Christie chose Thomas and her world changed. At the performance, she met National Association for Parents of Children with Visual Impairments (NAPVI) executive director Susan LaVenture. Christie quit her job to launch a NAPVI chapter in NYC.

NYC NAPVI helps parents find information and resources; Christie offers leadership, support and training. Her business cards wait in eye clinics around the city for shell-shocked parents to grab.

“When we had [Thomas’] diagnosis, we were stressed and lonely,” Christie remembered. “When you think of blind people, you think of Stevie Wonder. It was hard.”

Thomas was six months old when Christie noticed his eyes turn in and his head start to shake. He underwent a battery of tests before the diagnosis: chromatopsia. Thomas sees only within ten feet and his eyes are sensitive to light. Chromatopsia is a rare genetic disorder. Christie and her husband are both carriers; neither has chromatopsia but together they were able to pass it on to Thomas. Christie was raised in the south Bronx, her husband in Throggs Neck.

Thomas attended P.S. 14 until fourth grade, when other students began to tease him. Although Christie praised the public school, she’s glad that Thomas transferred to NYISE. In ninth grade today, he’s a good student and a competitive wrestler. Thomas is funny and independent. He doesn’t dwell on his disorder and you wouldn’t guess. But there are challenges. At buffets, he leans in close to choose his food. On the basketball court, he wears red-tinted goggles. On the street, he listens for traffic and crosses only at crosswalks.

“Simple parts of life we take for granted,” Christie said.

The woman behind NYC NAPVI wants other parents to know what to expect. In her office at NYISE, Christie arranges workshops and conferences. She networks and escorts NYC NAPVI children to museums.
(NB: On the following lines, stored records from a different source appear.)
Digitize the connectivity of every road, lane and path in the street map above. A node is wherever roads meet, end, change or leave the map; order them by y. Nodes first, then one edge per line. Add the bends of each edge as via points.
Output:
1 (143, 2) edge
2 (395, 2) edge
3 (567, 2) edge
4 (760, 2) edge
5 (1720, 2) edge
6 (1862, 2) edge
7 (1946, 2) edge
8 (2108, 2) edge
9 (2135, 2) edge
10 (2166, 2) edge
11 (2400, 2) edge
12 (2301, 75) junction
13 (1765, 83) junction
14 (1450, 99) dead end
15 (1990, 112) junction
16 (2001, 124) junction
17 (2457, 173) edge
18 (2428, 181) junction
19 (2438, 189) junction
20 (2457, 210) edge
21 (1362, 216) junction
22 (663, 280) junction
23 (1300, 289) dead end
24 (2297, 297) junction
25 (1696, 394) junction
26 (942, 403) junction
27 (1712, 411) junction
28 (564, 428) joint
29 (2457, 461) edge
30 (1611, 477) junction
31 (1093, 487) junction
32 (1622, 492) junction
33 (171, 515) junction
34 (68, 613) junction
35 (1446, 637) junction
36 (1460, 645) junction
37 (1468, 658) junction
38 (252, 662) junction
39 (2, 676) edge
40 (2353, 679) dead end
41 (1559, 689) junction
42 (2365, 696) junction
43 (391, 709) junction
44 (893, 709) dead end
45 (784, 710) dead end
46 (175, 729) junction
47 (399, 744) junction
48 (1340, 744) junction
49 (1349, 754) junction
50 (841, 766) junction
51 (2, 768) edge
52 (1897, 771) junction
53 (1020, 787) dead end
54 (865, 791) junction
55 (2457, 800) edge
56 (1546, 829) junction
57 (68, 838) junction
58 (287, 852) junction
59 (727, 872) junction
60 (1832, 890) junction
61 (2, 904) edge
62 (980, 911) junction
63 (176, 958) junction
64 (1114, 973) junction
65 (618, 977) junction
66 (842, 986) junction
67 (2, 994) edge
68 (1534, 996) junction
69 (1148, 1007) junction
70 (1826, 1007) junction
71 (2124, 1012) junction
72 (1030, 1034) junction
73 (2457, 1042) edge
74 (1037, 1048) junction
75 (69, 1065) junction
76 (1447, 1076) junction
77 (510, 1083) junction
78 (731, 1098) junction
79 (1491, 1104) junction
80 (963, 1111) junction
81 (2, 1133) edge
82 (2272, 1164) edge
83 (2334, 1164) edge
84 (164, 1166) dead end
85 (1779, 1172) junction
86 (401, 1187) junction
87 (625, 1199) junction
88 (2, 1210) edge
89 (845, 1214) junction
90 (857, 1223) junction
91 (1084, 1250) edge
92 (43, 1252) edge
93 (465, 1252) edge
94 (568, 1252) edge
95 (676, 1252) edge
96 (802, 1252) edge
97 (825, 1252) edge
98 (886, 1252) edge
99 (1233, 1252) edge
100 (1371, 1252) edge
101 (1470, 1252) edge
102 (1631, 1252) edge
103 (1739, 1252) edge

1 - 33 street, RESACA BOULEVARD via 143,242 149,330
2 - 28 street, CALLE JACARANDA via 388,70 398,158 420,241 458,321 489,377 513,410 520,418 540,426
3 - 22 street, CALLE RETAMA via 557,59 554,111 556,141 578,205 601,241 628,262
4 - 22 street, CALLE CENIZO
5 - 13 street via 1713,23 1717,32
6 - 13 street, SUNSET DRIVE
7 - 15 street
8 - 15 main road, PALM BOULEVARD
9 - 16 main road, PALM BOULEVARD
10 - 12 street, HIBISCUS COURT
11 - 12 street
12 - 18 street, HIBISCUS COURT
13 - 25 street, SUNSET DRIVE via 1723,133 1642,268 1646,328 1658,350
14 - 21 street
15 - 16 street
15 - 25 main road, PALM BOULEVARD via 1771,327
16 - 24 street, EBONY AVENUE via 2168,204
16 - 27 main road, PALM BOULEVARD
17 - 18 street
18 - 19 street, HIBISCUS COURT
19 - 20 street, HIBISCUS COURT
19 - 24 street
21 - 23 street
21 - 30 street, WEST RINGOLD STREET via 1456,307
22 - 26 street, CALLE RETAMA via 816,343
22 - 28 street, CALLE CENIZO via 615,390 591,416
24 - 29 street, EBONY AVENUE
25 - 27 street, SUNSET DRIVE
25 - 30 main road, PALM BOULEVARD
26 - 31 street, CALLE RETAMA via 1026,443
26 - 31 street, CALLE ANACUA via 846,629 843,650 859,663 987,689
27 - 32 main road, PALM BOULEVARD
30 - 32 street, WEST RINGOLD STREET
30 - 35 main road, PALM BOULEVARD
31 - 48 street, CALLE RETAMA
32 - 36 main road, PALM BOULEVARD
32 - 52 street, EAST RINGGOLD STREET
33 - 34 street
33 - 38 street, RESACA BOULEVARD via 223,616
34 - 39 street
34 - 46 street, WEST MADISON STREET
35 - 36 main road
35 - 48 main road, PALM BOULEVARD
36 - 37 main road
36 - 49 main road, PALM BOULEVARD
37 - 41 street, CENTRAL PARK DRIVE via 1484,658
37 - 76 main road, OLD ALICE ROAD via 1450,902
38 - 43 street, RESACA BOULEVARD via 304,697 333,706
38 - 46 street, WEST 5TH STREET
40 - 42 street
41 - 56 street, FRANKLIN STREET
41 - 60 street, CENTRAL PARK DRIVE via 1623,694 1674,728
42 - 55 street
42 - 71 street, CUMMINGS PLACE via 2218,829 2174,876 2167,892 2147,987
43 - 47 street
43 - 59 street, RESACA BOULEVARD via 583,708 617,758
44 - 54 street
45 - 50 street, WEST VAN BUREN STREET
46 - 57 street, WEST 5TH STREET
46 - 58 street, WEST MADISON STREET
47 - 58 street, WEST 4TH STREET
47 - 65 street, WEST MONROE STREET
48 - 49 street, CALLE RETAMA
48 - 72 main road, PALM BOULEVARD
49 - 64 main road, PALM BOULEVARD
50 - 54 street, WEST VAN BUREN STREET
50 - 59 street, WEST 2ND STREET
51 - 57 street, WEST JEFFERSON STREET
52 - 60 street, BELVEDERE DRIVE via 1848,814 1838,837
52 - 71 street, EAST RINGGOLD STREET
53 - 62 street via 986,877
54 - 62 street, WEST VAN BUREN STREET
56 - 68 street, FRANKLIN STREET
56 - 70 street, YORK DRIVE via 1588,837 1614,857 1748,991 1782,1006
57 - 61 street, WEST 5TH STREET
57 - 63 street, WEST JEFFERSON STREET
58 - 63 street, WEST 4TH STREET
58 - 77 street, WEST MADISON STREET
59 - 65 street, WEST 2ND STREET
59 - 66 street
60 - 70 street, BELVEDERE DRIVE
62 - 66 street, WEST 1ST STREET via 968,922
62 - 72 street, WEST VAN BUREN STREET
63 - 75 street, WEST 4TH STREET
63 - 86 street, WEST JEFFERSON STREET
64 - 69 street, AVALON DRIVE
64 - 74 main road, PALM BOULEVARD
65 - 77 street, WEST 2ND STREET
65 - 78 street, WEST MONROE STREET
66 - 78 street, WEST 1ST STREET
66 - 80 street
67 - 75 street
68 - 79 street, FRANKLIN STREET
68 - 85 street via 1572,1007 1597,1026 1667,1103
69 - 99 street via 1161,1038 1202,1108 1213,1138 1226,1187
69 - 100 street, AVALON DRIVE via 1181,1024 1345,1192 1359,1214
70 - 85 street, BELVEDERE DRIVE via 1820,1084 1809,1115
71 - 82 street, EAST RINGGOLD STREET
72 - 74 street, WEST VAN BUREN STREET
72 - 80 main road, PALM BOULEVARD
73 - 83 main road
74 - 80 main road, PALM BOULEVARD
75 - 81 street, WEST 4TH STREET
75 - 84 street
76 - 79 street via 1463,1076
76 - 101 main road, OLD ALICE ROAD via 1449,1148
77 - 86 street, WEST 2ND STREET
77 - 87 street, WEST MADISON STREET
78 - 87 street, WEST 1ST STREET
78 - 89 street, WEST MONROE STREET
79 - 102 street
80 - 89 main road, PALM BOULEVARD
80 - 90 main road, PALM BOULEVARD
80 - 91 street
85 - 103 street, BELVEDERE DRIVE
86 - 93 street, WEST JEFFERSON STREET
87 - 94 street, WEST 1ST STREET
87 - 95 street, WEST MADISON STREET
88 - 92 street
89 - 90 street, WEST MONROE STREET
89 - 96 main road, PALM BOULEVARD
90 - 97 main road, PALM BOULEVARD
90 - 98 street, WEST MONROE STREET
She hosts a Christmas party.

Visual impairments know no color or creed and NYC NAPVI boasts an assorted membership. There are families from the Bronx and Brooklyn, Queens and Staten Island. There are families from India and Puerto Rico. Christie will soon publish her newsletter in English, Spanish and Chinese.

Thomas’ diagnosis pushed Christie to start NYC NAPVI. Hers is a quiet life, at home at Clarence and Lafayette avenues, at work on Pelham Parkway. But hers is a commendable life, too.